Advertisement

Theory and Decision

, Volume 78, Issue 2, pp 219–231 | Cite as

A simple stress test of experimenter demand effects

  • Piers Fleming
  • Daniel John Zizzo
Open Access
Article

Abstract

As a stress test of experimenter demand effects, we run an experiment where subjects can physically destroy coupons awarded to them. About one subject out of three does. Giving money back to the experimenter is possible in a separate task but is more consistent with an experimenter demand effect than an explanation based on altruism towards the experimenter. A measure of sensitivity to social pressure helps predict destruction when social information is provided.

Keywords

Altruism Experimenter demand effects Social information  Social pressure 

JEL Classification

B41 C72 C91 D64 

1 Introduction

This paper presents a stress test of experimenter demand effects, which refer to changes in behaviour by experimental subjects due to cues about what constitutes an appropriate behaviour (Zizzo 2010). The idea behind experimenter demand effects is that subjects try to make sense of an unfamiliar experimental environment in order to decide an appropriate response, and in doing so they may be particularly sensitive to whatever cues are provided in such an environment. Our stress test of experimenter demand effects is of particular relevance to the interpretation of results in settings, such as public good games, trust games or bargaining games, that are characterized by variable surplus. That is, how the overall amount is split across the subjects depends on the actions by the subjects.

We run an experiment where subjects can physically destroy money-equivalent coupons awarded to them1 as well as, in a different task, explicitly return money to the experimenter. Subjects affected by experimenter demand effects will consider both tasks to be identical where, given their stylized nature and the absence of any simple alternative schema to make sense of them, there is an expectation that they should physically destroy or return some of the assets given to them. The distinctive feature of the destruction task is that the coupons’ destruction could not directly benefit the experimenter. This is in contrast to the cash return task or, indeed, any experiment where a money transfer to the budget of the experimenter implicitly takes place if experimental surplus is destroyed or not obtained. In the cash return task, unlike the destruction task, there can be a money transfer towards the experimenter, so altruism towards the experimenter may potentially affect behaviour and provide an alternative explanation of behaviour relative to experimenter demand effects.

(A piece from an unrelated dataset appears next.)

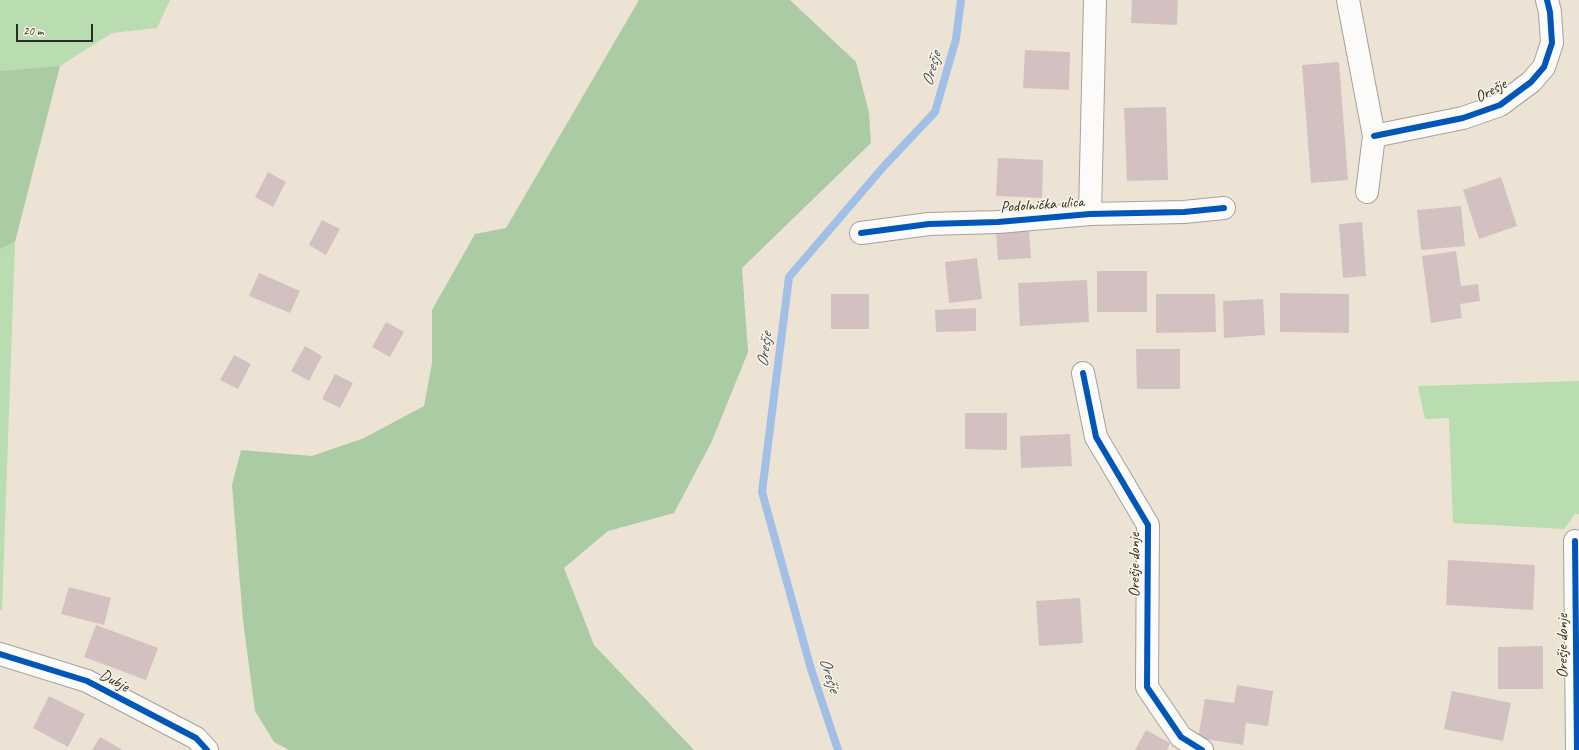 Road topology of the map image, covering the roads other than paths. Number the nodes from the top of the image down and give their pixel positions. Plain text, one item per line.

We are aware of two papers that have tested the possibility of altruism towards the experimenter. In an insightful contribution, Frank (1998) did so in the context of ultimatum games: in the experimental treatment, if the proposer’s offer was rejected, the money-equivalent currency (stamps) was physically burned; they found that receivers did not behave differently in this treatment relative to a control where the money implicitly went back to the experimenter. However, the strategic nature of ultimatum games may have meant that feelings of anger out of unfairness may have reduced the relevance of altruism towards the experimenter in this context; furthermore, this experiment did not control for the possibility that some subjects would gain utility from seeing stamps physically burned in the laboratory. Harrison and Johnson (2006) considered the effect of changing the recipients in standard dictator games, and found that giving to the experimenter was intermediate between giving to a charity and giving to another subject.2 This could be interpreted as evidence of altruism towards the experimenter, but it is equally possible that returning money to the experimenter by the implied transfer of unexploited experimental surplus could in itself be due to experimenter demand, i.e. being due to the demands of the experimental decision environment, rather than being due to altruism towards the experimenter.3

We use an extremely simple setup with minimal strategic concerns or potential for misunderstanding to identify experimenter demand effects against alternative explanations. By providing an equivalent physical task to all subjects regardless of whether coupons are destroyed, we control for the pleasure of physical activity. Our experiment also controls for the potential benefits of coupon destruction for the coupons provider and for the clarity of the instructions. We are then able to separate out experimenter demand effects from altruism towards the experimenter as possible explanations of behaviour. If subjects are driven by altruism towards the experimenter in deciding what to do in experiments with variable surplus tasks, we would expect subjects to return money to the experimenter but not to destroy the coupons as this could not benefit the experimenter. Conversely, if experimenter demand effects drive both physical coupon destruction and returning money to the experimenter, both should be positive and should be positively correlated to each other.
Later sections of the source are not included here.